Testing a stop in the DS services

Post questions here relative to DataStage Server Edition for such areas as Server job design, DS Basic, Routines, Job Sequences, etc.

Moderators: chulett, rschirm, roy

Post Reply
gpbarsky
Participant
Posts: 160
Joined: Tue May 06, 2003 8:20 pm
Location: Argentina

Testing a stop in the DS services

Post by gpbarsky »

Hi.

I made the following test:

1) Start my jobs in order to check if there are transaction to process.
2) Stop DS services. The jobs continue executing. In the server, there are several tasks like "uvsh.exe" (I guess that really these tasks are the running jobs).
3) I test the functionality of the jobs: they work fine, even of the services are down.
4) Stop of the server scheduler: this did not affect the test.
5) With the jobs running, the administrator of DS kill the uvsh.exe tasks.
6) Ths jobs are not working yet, but they are in a "Running" status.

Summary: the running jobs are not affected by a stop of DS services.

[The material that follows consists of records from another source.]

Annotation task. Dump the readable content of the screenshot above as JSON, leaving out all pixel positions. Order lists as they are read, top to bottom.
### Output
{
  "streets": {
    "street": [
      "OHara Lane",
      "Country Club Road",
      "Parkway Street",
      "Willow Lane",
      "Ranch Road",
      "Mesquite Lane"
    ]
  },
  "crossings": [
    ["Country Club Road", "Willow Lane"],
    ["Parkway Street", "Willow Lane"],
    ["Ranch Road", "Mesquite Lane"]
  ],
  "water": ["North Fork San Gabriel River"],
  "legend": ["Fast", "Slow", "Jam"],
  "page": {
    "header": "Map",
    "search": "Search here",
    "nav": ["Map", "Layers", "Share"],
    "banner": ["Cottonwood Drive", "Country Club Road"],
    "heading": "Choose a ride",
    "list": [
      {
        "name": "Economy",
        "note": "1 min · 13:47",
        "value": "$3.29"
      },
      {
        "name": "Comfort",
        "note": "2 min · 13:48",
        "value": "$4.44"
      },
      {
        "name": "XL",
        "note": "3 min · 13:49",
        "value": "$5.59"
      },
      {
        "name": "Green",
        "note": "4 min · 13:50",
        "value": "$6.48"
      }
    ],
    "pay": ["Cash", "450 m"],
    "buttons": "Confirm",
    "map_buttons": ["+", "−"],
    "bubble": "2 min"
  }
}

They continue running because of the uvsh.exe tasks. But, if the server falls down the uvsh.exe tasks are killed, but the status of the running jobs are not updated. The connection between DS engine and the server is broken.

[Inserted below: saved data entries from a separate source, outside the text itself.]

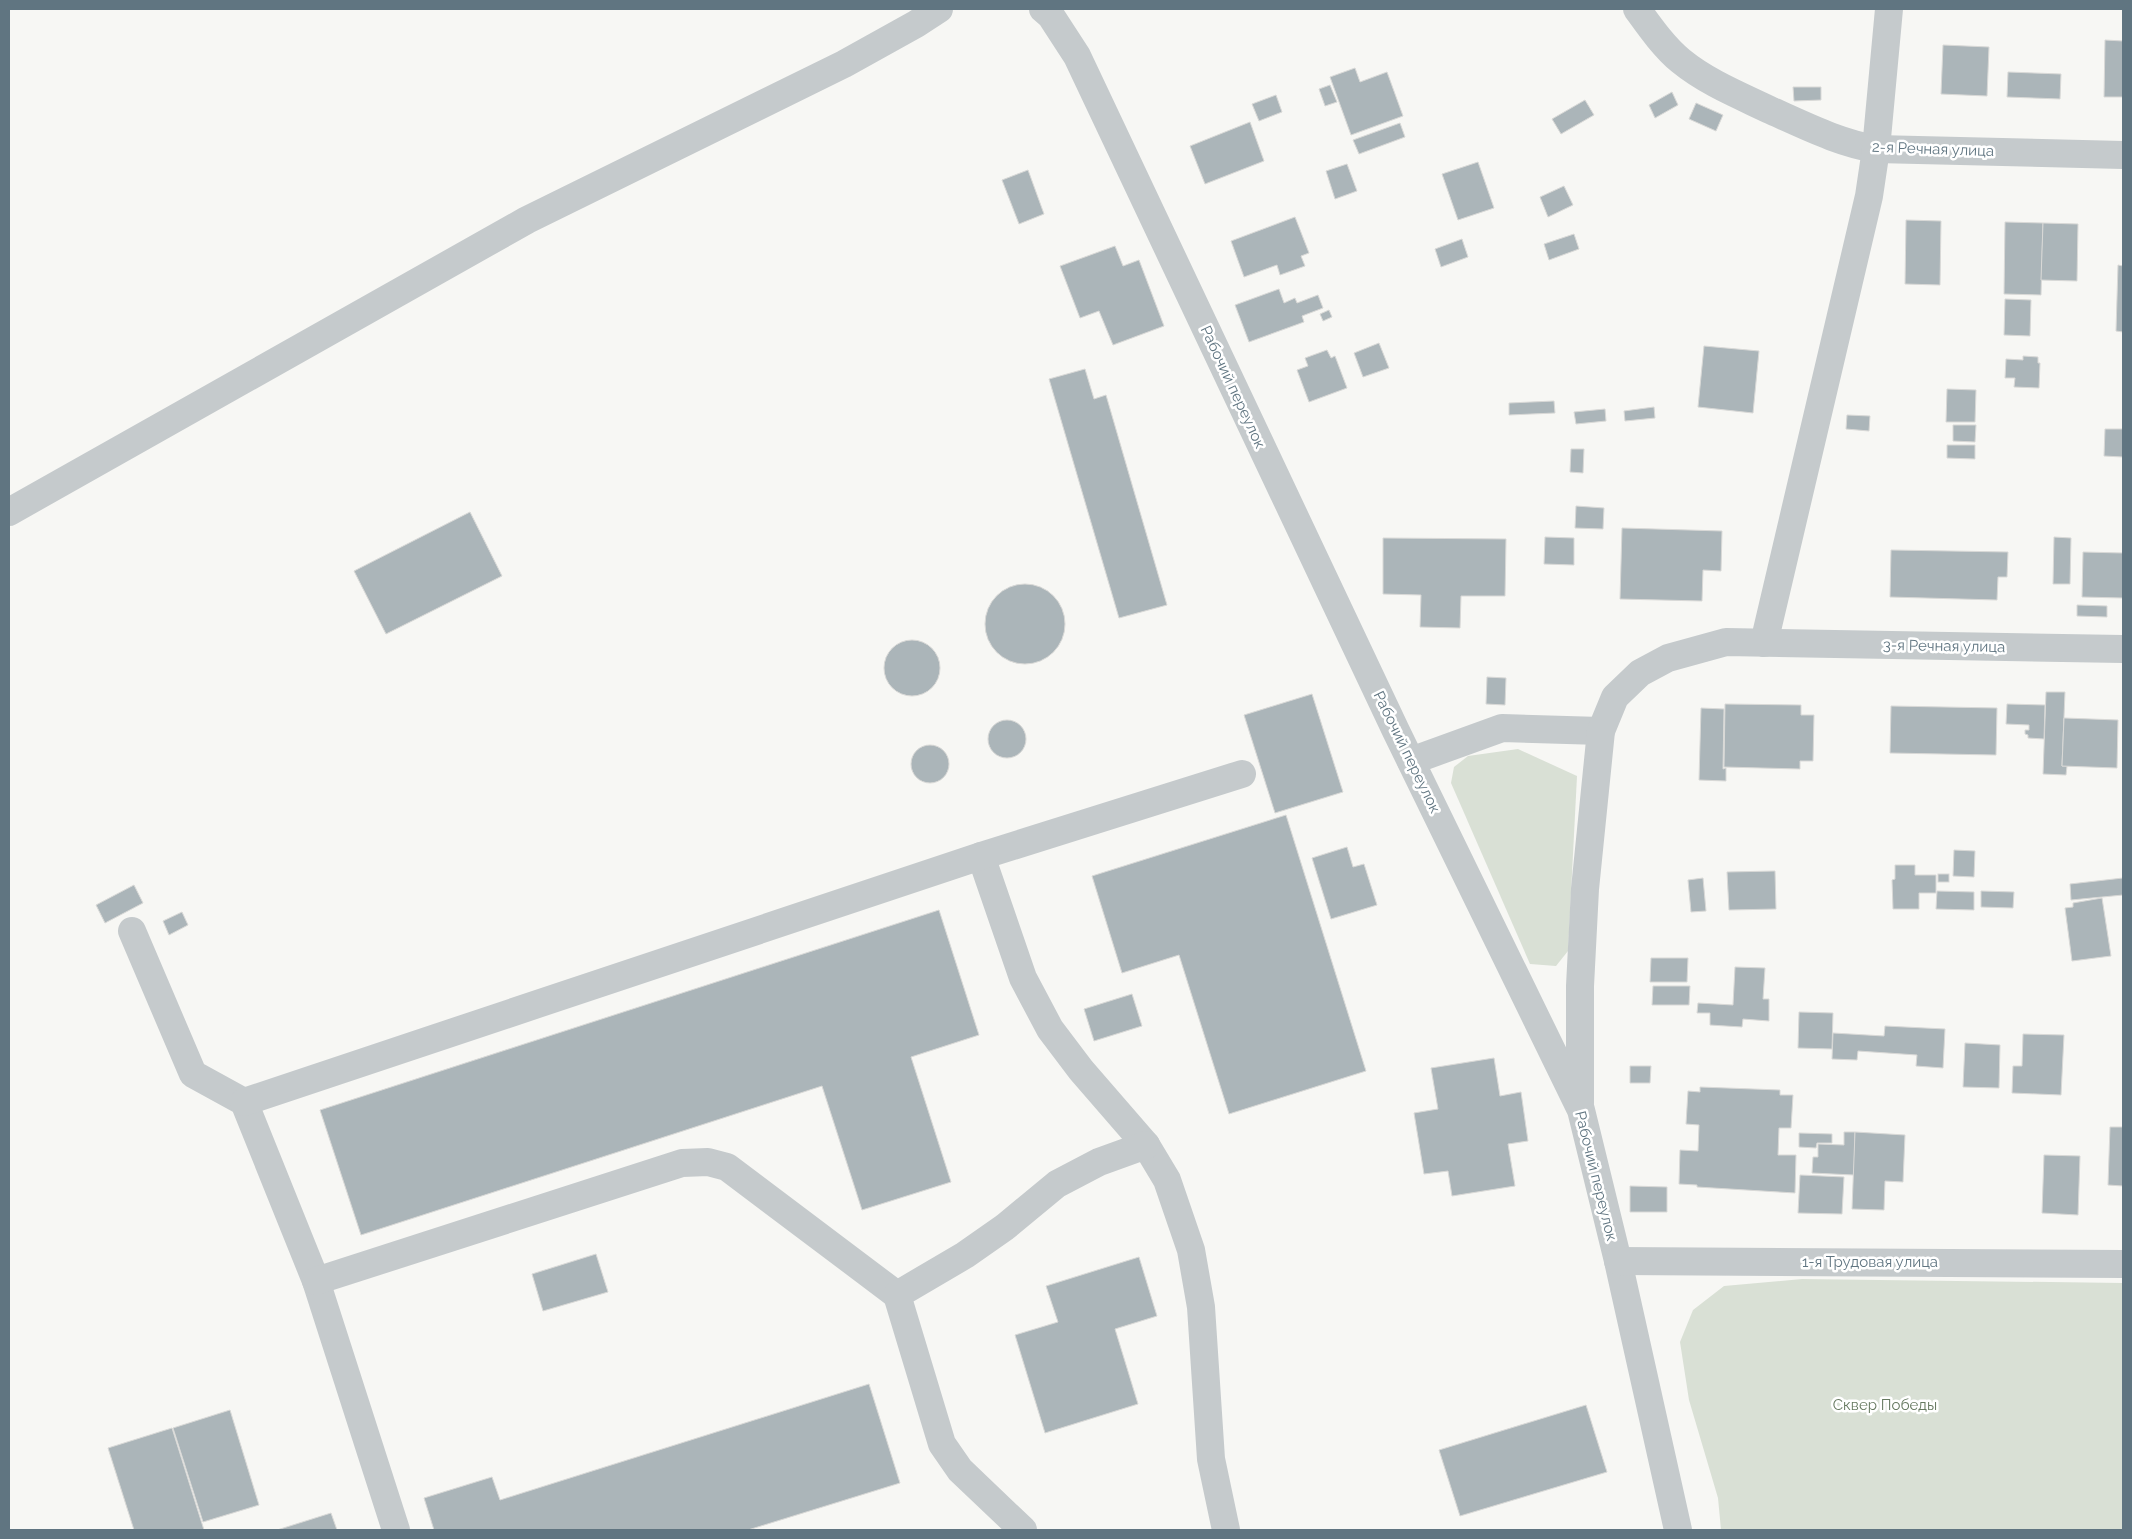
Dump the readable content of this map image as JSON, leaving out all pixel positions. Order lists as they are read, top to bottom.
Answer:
{
  "streets": {
    "street": [
      "2-я Речная улица",
      "Рабочий переулок",
      "3-я Речная улица",
      "1-я Трудовая улица"
    ]
  },
  "crossings": [
    ["Рабочий переулок", "3-я Речная улица"],
    ["Рабочий переулок", "1-я Трудовая улица"]
  ],
  "parks": ["Сквер Победы"]
}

The question is: how can you repare such situation ?

What I wanted to do is to have an automatic startup procedure, that in case that the server is down, when it starts up the procedure is automatically triggered and it starts all the jobs that I need to have running.

I hope to be clear.

Thanks in advance.


Guillermo P. Barsky
Buenos Aires - Argentina
ray.wurlod
Participant
Posts: 54607
Joined: Wed Oct 23, 2002 10:52 pm
Location: Sydney, Australia
Contact:

Post by ray.wurlod »

Because you specify uvsh.exe, I know that you are on a Windows platform. On this platform, the DataStage services are set up, by default, for automatic start when the system is restarted.

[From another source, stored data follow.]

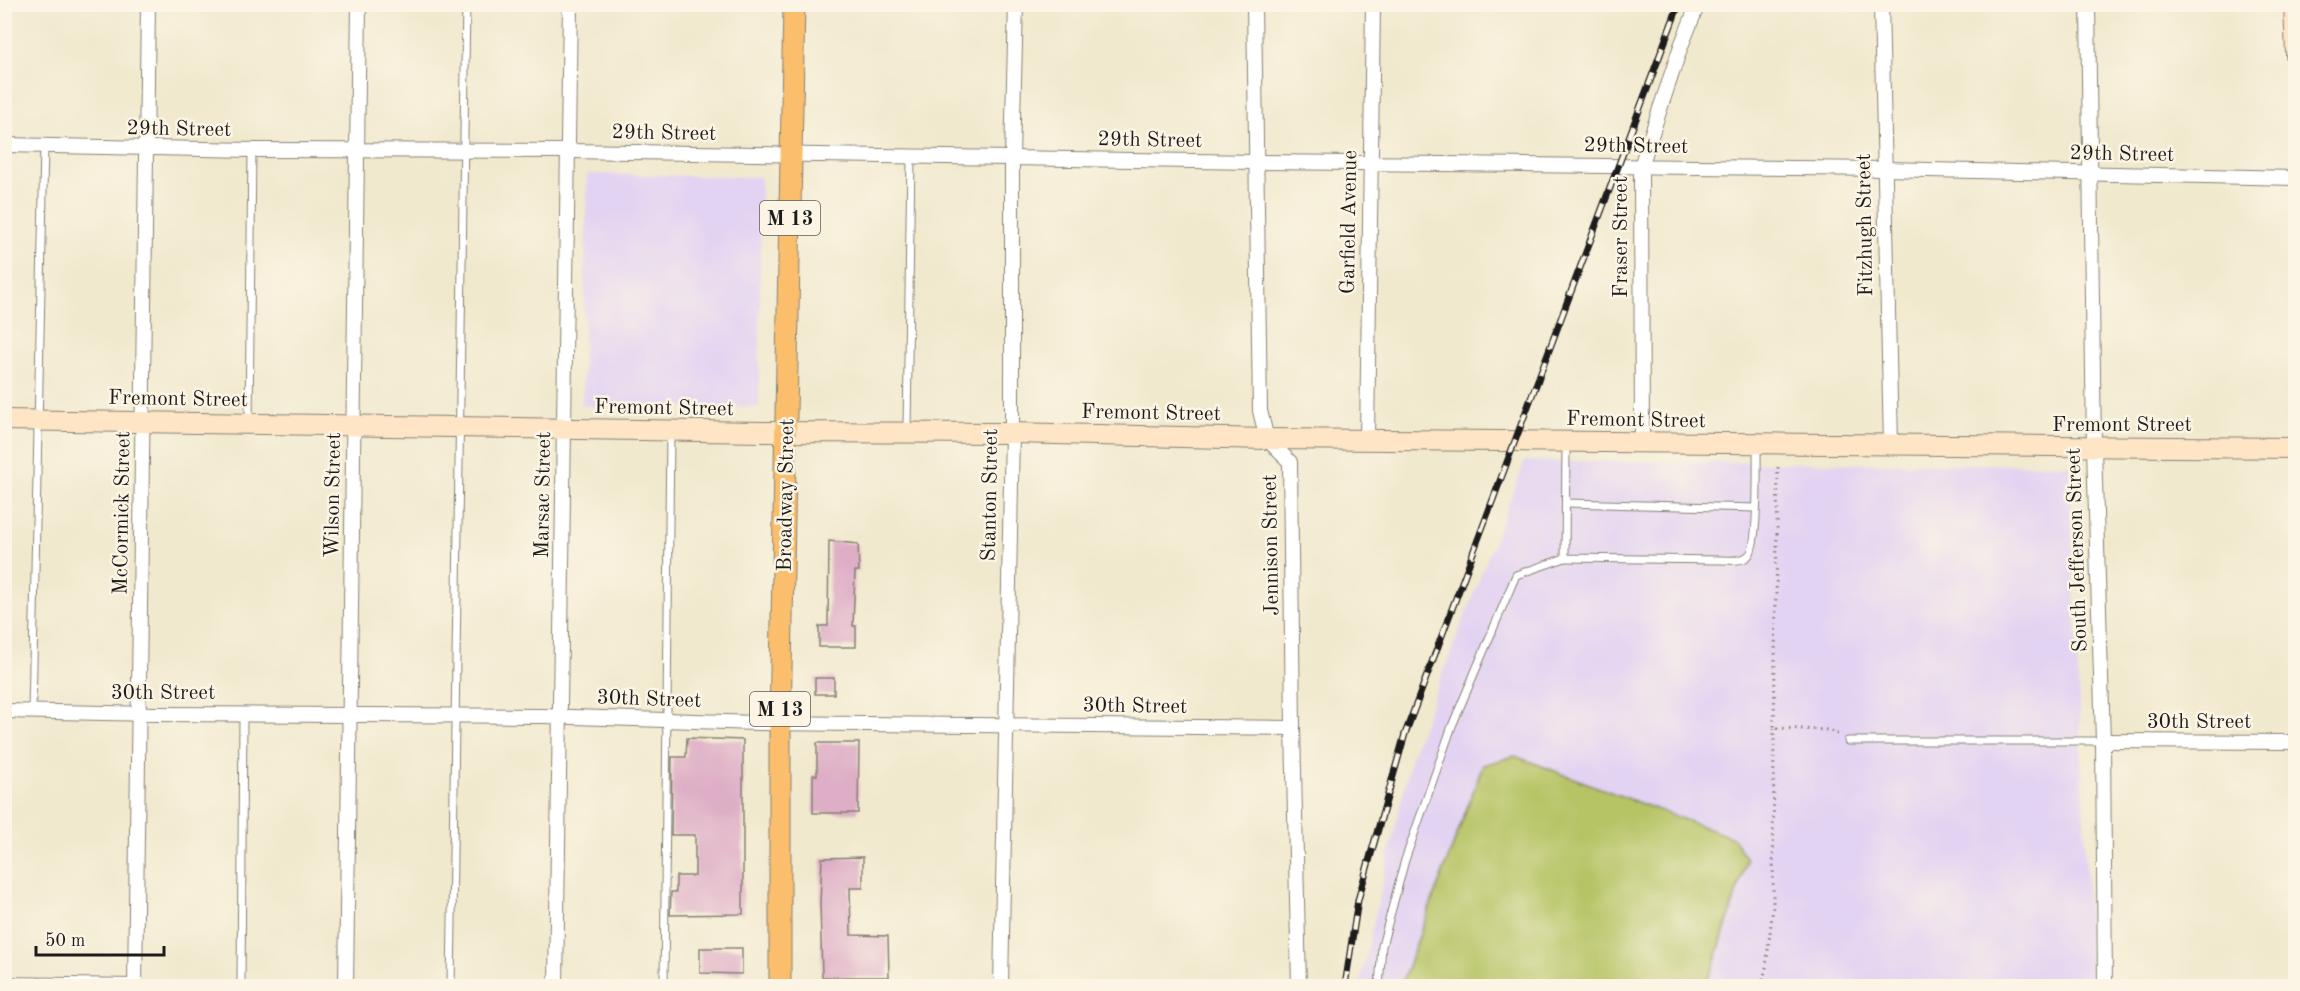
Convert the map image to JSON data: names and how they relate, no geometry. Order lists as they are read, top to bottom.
{
  "streets": {
    "main road": ["M 13", "Broadway Street"],
    "street": [
      "29th Street",
      "Garfield Avenue",
      "Fitzhugh Street",
      "Fraser Street",
      "Fremont Street",
      "Wilson Street",
      "Marsac Street",
      "Stanton Street",
      "McCormick Street",
      "Jennison Street",
      "South Jefferson Street",
      "30th Street"
    ]
  },
  "crossings": [
    ["29th Street", "Garfield Avenue"],
    ["29th Street", "Fitzhugh Street"],
    ["29th Street", "Fraser Street"],
    ["29th Street", "Wilson Street"],
    ["29th Street", "Marsac Street"],
    ["29th Street", "Broadway Street"],
    ["29th Street", "Stanton Street"],
    ["29th Street", "McCormick Street"],
    ["29th Street", "South Jefferson Street"],
    ["Garfield Avenue", "Fremont Street"],
    ["Fitzhugh Street", "Fremont Street"],
    ["Fraser Street", "Fremont Street"],
    ["Fremont Street", "Wilson Street"],
    ["Fremont Street", "Marsac Street"],
    ["Fremont Street", "Broadway Street"],
    ["Fremont Street", "Stanton Street"],
    ["Fremont Street", "McCormick Street"],
    ["Fremont Street", "Jennison Street"],
    ["Fremont Street", "South Jefferson Street"],
    ["Wilson Street", "30th Street"],
    ["Marsac Street", "30th Street"],
    ["Broadway Street", "30th Street"],
    ["Stanton Street", "30th Street"],
    ["McCormick Street", "30th Street"],
    ["Jennison Street", "30th Street"],
    ["South Jefferson Street", "30th Street"]
  ],
  "scale_bar": "50 m"
}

Job and stage status is updated into the RT_STATUSxx tables by running jobs. It is entirely reasonable that, if you kill those processes, the status is not updated. I assume you kill them with Task Manager, or a kill -9 if you have this command available. This does not give the process any opportunity to "clean up". As well as not updating status, it can also leave locks set, files open, and other undesirable situations.

You should shut down DataStage jobs with a Stop request (from Director or via dsjob -stop) BEFORE shutting down services.

As for automatic restart of jobs, you can achieve this by using the dsjob command from a regular Windows startup script. Simply put the command (or a short cut to it, or to a BAT file that runs it) into the Startup folder.

It's up to you, and beyond the scope of this reply, to guarantee that the jobs are, in fact, restartable, and that there exists no corruption in the repository as a result of your unorthodox shutdown procedures.

Ray Wurlod
Education and Consulting Services
ABN 57 092 448 518
gpbarsky
Participant
Posts: 160
Joined: Tue May 06, 2003 8:20 pm
Location: Argentina

Post by gpbarsky »

Ray:

Let me explain that the test was not a procedure. It was just a test in our development environment in order to prevent the same situation in production environment.

You know that the "stop" button in the Director screen sometimes works and other not.

It's a good idea to put something in the startup. I was trying to use the dsjob command. I had some problems with parameters.

Do you have an example of how to use it ?

Thanks for your comments.


Guillermo P. Barsky
Buenos Aires - Argentina
kcbland
Participant
Posts: 5208
Joined: Wed Jan 15, 2003 8:56 am
Location: Lutz, FL
Contact:

Post by kcbland »

You have done some due diligence and seen some issues that come up. Sometimes a job stream has its job components in an unusable state that prevents the job stream from properly executing. There is no mass-cleanup facility for all of the jobs within a project. Because a job has the responsibility of maintaining its status tables (the ones Director queries), when the job tragically dies without a change of updating those tables, then the status is never cleaned up. There is the Director menu pull down cleanup job item, but to do this on N number of jobs is time consuming, not to mention that ARE YOU REAAALLY SURE message gets irritating after 10 jobs, and back to comical after 30 jobs. This is why a mass-compile utility comes in really handy at that time.

Points to ponder:
1. Stopping the services won't necessarily kill all executing jobs. There are times jobs are busy doing something and just won't die.
2. Stopping the scheduler has NO effect on jobs. In unix, it's cron, on Wintel, it's AT. cron and AT have no control over the tasks they have executed.
3. I don't know how you test the functionality of jobs if the services are down. Your clients cannot be connected to the server. The most you could see is output results to the targets.
4. Mass-repair of errant-state jobs is easily accomplished with the many mass-compile utilities and tools available. Shameless plug for Compile-All.
5. Never stop DS services without: (1) closing all active clients (2) stopping all jobs or waiting to finish


Kenneth Bland
ray.wurlod
Participant
Posts: 54607
Joined: Wed Oct 23, 2002 10:52 pm
Location: Sydney, Australia
Contact:

Post by ray.wurlod »

Guillermo,

The dsjob command can take as many -param name=value options as you need to give it. However, it's rather more difficult using dsjob to ensure that jobs are in a runnable state. You can use the -jobinfo option, and parse the result to determine the exit status. But, because of what you did to "break" DataStage, this is likely to show as RUNNING, since it's obtained from the same place as the Director client gets the information. What do you do now? If the BAT file is only ever executed from the Startup folder, you can assume that the job is not, in fact, running, run it in RESET mode then run it in NORMAL mode. But, before DataStage will let you do that, you would need to change the status value in appropriate records in the RT_STATUSxx file for that particular job. Gets messy, doesn't it? (It's even worse if you're using multiple instance jobs!)
In short, follow the advice in point 5 at the end of the previous post.


Ray Wurlod
Education and Consulting Services
ABN 57 092 448 518
Post Reply